Work to be completed: Without skipping anything, print all of the data exactly.

Dataset entries:
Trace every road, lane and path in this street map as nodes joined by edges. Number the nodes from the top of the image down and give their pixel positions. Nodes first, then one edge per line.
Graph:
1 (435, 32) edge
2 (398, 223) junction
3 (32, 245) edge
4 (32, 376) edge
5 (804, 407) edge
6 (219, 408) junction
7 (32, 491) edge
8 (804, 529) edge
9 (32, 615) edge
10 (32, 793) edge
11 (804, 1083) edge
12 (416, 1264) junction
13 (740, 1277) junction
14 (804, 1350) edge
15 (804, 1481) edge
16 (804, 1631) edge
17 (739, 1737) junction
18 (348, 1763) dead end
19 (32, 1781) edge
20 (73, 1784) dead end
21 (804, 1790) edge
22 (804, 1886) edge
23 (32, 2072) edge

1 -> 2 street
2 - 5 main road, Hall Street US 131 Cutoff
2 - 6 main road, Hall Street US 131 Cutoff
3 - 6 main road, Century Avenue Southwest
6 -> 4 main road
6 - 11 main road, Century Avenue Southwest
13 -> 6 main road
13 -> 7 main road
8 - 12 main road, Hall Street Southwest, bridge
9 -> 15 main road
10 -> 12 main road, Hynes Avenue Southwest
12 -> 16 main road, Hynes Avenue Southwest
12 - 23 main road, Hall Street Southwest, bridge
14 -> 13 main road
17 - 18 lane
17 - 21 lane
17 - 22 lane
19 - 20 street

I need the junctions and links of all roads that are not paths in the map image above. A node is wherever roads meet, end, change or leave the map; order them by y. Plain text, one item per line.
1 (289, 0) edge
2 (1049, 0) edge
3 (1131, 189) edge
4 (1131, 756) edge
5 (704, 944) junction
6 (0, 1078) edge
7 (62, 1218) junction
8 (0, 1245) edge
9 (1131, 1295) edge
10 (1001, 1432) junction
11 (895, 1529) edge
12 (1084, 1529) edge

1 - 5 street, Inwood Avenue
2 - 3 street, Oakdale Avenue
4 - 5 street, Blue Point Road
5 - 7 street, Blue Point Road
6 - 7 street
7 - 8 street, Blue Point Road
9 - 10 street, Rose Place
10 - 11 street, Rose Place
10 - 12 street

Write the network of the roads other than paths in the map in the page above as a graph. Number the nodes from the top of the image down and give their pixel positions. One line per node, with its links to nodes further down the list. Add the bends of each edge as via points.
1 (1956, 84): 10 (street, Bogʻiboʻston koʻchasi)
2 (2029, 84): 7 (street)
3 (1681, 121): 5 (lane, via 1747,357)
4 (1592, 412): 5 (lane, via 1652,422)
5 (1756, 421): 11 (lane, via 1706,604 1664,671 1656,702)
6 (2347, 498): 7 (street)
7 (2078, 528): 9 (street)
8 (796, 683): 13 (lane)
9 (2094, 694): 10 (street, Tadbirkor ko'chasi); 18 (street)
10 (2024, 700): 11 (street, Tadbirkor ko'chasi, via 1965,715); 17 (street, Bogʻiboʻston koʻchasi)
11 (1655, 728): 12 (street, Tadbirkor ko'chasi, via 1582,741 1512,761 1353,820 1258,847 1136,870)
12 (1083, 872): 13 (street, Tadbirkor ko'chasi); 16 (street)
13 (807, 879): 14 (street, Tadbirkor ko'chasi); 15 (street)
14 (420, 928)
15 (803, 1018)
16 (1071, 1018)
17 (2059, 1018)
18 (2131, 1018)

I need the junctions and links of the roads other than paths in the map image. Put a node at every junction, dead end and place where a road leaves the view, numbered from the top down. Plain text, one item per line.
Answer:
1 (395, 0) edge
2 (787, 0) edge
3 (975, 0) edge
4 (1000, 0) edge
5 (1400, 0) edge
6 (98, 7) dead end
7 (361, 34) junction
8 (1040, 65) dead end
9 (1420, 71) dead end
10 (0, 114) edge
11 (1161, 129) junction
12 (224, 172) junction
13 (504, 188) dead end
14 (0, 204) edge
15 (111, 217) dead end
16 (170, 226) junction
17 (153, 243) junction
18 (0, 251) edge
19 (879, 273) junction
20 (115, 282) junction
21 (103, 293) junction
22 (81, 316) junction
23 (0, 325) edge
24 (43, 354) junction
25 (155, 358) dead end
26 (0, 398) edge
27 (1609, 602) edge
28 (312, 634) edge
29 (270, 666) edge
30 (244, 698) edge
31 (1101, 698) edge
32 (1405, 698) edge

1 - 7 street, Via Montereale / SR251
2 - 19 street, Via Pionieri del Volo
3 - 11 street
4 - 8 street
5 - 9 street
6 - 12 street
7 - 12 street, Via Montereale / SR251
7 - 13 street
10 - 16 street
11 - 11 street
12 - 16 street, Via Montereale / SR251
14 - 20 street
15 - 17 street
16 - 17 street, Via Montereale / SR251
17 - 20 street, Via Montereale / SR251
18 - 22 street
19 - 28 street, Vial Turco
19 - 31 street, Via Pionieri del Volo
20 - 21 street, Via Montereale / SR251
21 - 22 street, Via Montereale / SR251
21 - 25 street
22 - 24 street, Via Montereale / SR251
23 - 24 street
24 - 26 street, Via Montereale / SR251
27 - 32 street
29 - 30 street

Expected output:
Trace every road, lane and path in this street map as nodes joined by edges. Number the nodes from the top of the image down and give their pixel positions. Nodes first, then one edge per line.
Graph:
1 (435, 32) edge
2 (398, 223) junction
3 (32, 245) edge
4 (32, 376) edge
5 (804, 407) edge
6 (219, 408) junction
7 (32, 491) edge
8 (804, 529) edge
9 (32, 615) edge
10 (32, 793) edge
11 (804, 1083) edge
12 (416, 1264) junction
13 (740, 1277) junction
14 (804, 1350) edge
15 (804, 1481) edge
16 (804, 1631) edge
17 (739, 1737) junction
18 (348, 1763) dead end
19 (32, 1781) edge
20 (73, 1784) dead end
21 (804, 1790) edge
22 (804, 1886) edge
23 (32, 2072) edge

1 -> 2 street
2 - 5 main road, Hall Street US 131 Cutoff
2 - 6 main road, Hall Street US 131 Cutoff
3 - 6 main road, Century Avenue Southwest
6 -> 4 main road
6 - 11 main road, Century Avenue Southwest
13 -> 6 main road
13 -> 7 main road
8 - 12 main road, Hall Street Southwest, bridge
9 -> 15 main road
10 -> 12 main road, Hynes Avenue Southwest
12 -> 16 main road, Hynes Avenue Southwest
12 - 23 main road, Hall Street Southwest, bridge
14 -> 13 main road
17 - 18 lane
17 - 21 lane
17 - 22 lane
19 - 20 street

I need the junctions and links of all roads that are not paths in the map image above. A node is wherever roads meet, end, change or leave the map; order them by y. Plain text, one item per line.
1 (289, 0) edge
2 (1049, 0) edge
3 (1131, 189) edge
4 (1131, 756) edge
5 (704, 944) junction
6 (0, 1078) edge
7 (62, 1218) junction
8 (0, 1245) edge
9 (1131, 1295) edge
10 (1001, 1432) junction
11 (895, 1529) edge
12 (1084, 1529) edge

1 - 5 street, Inwood Avenue
2 - 3 street, Oakdale Avenue
4 - 5 street, Blue Point Road
5 - 7 street, Blue Point Road
6 - 7 street
7 - 8 street, Blue Point Road
9 - 10 street, Rose Place
10 - 11 street, Rose Place
10 - 12 street

Write the network of the roads other than paths in the map in the page above as a graph. Number the nodes from the top of the image down and give their pixel positions. One line per node, with its links to nodes further down the list. Add the bends of each edge as via points.
1 (1956, 84): 10 (street, Bogʻiboʻston koʻchasi)
2 (2029, 84): 7 (street)
3 (1681, 121): 5 (lane, via 1747,357)
4 (1592, 412): 5 (lane, via 1652,422)
5 (1756, 421): 11 (lane, via 1706,604 1664,671 1656,702)
6 (2347, 498): 7 (street)
7 (2078, 528): 9 (street)
8 (796, 683): 13 (lane)
9 (2094, 694): 10 (street, Tadbirkor ko'chasi); 18 (street)
10 (2024, 700): 11 (street, Tadbirkor ko'chasi, via 1965,715); 17 (street, Bogʻiboʻston koʻchasi)
11 (1655, 728): 12 (street, Tadbirkor ko'chasi, via 1582,741 1512,761 1353,820 1258,847 1136,870)
12 (1083, 872): 13 (street, Tadbirkor ko'chasi); 16 (street)
13 (807, 879): 14 (street, Tadbirkor ko'chasi); 15 (street)
14 (420, 928)
15 (803, 1018)
16 (1071, 1018)
17 (2059, 1018)
18 (2131, 1018)

I need the junctions and links of the roads other than paths in the map image. Put a node at every junction, dead end and place where a road leaves the view, numbered from the top down. Plain text, one item per line.
Answer:
1 (395, 0) edge
2 (787, 0) edge
3 (975, 0) edge
4 (1000, 0) edge
5 (1400, 0) edge
6 (98, 7) dead end
7 (361, 34) junction
8 (1040, 65) dead end
9 (1420, 71) dead end
10 (0, 114) edge
11 (1161, 129) junction
12 (224, 172) junction
13 (504, 188) dead end
14 (0, 204) edge
15 (111, 217) dead end
16 (170, 226) junction
17 (153, 243) junction
18 (0, 251) edge
19 (879, 273) junction
20 (115, 282) junction
21 (103, 293) junction
22 (81, 316) junction
23 (0, 325) edge
24 (43, 354) junction
25 (155, 358) dead end
26 (0, 398) edge
27 (1609, 602) edge
28 (312, 634) edge
29 (270, 666) edge
30 (244, 698) edge
31 (1101, 698) edge
32 (1405, 698) edge

1 - 7 street, Via Montereale / SR251
2 - 19 street, Via Pionieri del Volo
3 - 11 street
4 - 8 street
5 - 9 street
6 - 12 street
7 - 12 street, Via Montereale / SR251
7 - 13 street
10 - 16 street
11 - 11 street
12 - 16 street, Via Montereale / SR251
14 - 20 street
15 - 17 street
16 - 17 street, Via Montereale / SR251
17 - 20 street, Via Montereale / SR251
18 - 22 street
19 - 28 street, Vial Turco
19 - 31 street, Via Pionieri del Volo
20 - 21 street, Via Montereale / SR251
21 - 22 street, Via Montereale / SR251
21 - 25 street
22 - 24 street, Via Montereale / SR251
23 - 24 street
24 - 26 street, Via Montereale / SR251
27 - 32 street
29 - 30 street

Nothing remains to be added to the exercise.